28 de jun de 2015

O “INÍCIO DO BRT” COMO PIADA DE MAU GOSTO

Até onde vejo, o anunciado início das obras do Bus Rapid Transit (BRT) não passa de um blefe, ou seja, desde a última sexta-feira o governo tem construído um “espetáculo” para encenar a vitória sobre a resistência à imposição de seu projeto. Para tanto, mobilizou a mídia local e outros agentes do Estado para criar uma ideia de “fato consumado”, bem como usou novamente o dinheiro público para tentar convencer por meio de propaganda a população a apoiar o tal projeto. Seguindo a cartilha da disputa pelo lugar de “pai da criança”, o governador da Bahia e o Ministro das Cidades também participam da peça. Pouco importa se a obra realmente atende às necessidades da maioria da população ou se cumpre o mínimo previsto na lei acerca do planejamento urbano: o importante é aparecer na foto!

O governo municipal aposta que esse “faz de conta” seja também um “abracadabra” que acabe com a resistência à imposição do BRT, como se cortar um laço de inauguração e fazer uns buracos em um terreno desse um fim mágico às críticas organizadas e à rejeição difusa ao projeto. A tática é velha, assim como o seu momento: contando com a desmobilização, José Ronaldo tem um longo histórico de uso de períodos festivos e feriados para impor aumentos de tarifas de transporte e outras medidas impopulares. Porém, por mais que queira, nem mesmo a dita estação de integração da Pampalona ficará pronta no primeiro dia de “construção” – que, aliás, a população da área espera desde a implantação do Sistema Integrado de Transporte (SIT), em 2005. No desespero para “mostrar serviço”, o prefeito, que não é estúpido ao ponto de acreditar na própria farsa, escolheu um ponto inconcluso do projeto do falido SIT, previsto dez anos atrás, para dizer que é o “início do BRT”. Afinal, ele sabe muito bem que a contestação social e legal ao projeto do BRT tem fundamentos ambientais e urbanísticos sérios.
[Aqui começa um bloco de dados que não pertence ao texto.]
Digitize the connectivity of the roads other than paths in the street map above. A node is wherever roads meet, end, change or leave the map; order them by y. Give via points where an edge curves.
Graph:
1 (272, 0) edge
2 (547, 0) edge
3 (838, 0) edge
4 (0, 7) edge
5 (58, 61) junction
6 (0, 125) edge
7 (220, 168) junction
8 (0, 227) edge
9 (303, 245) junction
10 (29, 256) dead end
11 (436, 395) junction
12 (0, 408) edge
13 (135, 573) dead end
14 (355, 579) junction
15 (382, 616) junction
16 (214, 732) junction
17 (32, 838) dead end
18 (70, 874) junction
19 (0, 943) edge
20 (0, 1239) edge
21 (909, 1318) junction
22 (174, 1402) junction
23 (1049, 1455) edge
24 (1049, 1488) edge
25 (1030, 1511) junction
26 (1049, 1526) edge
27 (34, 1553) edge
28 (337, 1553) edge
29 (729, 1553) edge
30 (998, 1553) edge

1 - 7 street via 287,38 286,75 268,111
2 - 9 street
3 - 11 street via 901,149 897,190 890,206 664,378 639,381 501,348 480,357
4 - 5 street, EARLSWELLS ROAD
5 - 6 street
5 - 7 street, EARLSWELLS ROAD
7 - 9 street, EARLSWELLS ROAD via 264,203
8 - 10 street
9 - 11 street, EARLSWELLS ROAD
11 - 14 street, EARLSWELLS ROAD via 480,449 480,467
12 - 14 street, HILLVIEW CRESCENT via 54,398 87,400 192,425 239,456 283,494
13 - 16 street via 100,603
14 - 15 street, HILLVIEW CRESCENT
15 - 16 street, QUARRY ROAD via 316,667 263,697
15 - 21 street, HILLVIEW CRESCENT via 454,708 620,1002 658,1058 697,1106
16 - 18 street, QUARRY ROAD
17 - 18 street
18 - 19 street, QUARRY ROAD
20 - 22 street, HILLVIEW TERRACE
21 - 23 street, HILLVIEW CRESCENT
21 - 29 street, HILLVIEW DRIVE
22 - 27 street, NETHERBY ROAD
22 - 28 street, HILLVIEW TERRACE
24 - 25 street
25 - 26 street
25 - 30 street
Não à toa, não teve coragem de encaminhar nada que seja verdadeiramente ligado ao BRT.

Além da óbvia falta de participação popular, basta lembrar que a ausência de um diagnóstico profundo da realidade feirense, que seria parte de um Plano Diretor de Desenvolvimento Urbano (PDDU) atualizado, conforme previsto no Estatuto da Cidade (10.257/2001), torna o projeto do BRT um grande risco de que mais de R$ 90 milhões de dinheiro público sejam usados em uma obra que se revele rapidamente equivocada por falta de estudo das necessidades do município no médio e longo prazo. O próprio diretor técnico da Prisma, empresa que elaborou o projeto, revelou em entrevista a um jornal local que o trajeto das vias segregadas do BRT (fundamentalmente a Av. Getúlio Vargas e Av. João Durval) foi definido antes de estudo detalhado. Situação agravada porque o projeto funcional e operacional do Sistema BRT apresenta apenas uma pesquisa de “embarque desembarque por ponto” nas avenidas previamente definidas para dar lugar ao BRT. Dessa forma, não foi realizada qualquer análise séria de origem-destino de passageiros dentro do SIT no conjunto do município ou do fluxo entre os usuários das diferentes formas de mobilidade (motorizadas e não motorizadas, coletivas e individuais).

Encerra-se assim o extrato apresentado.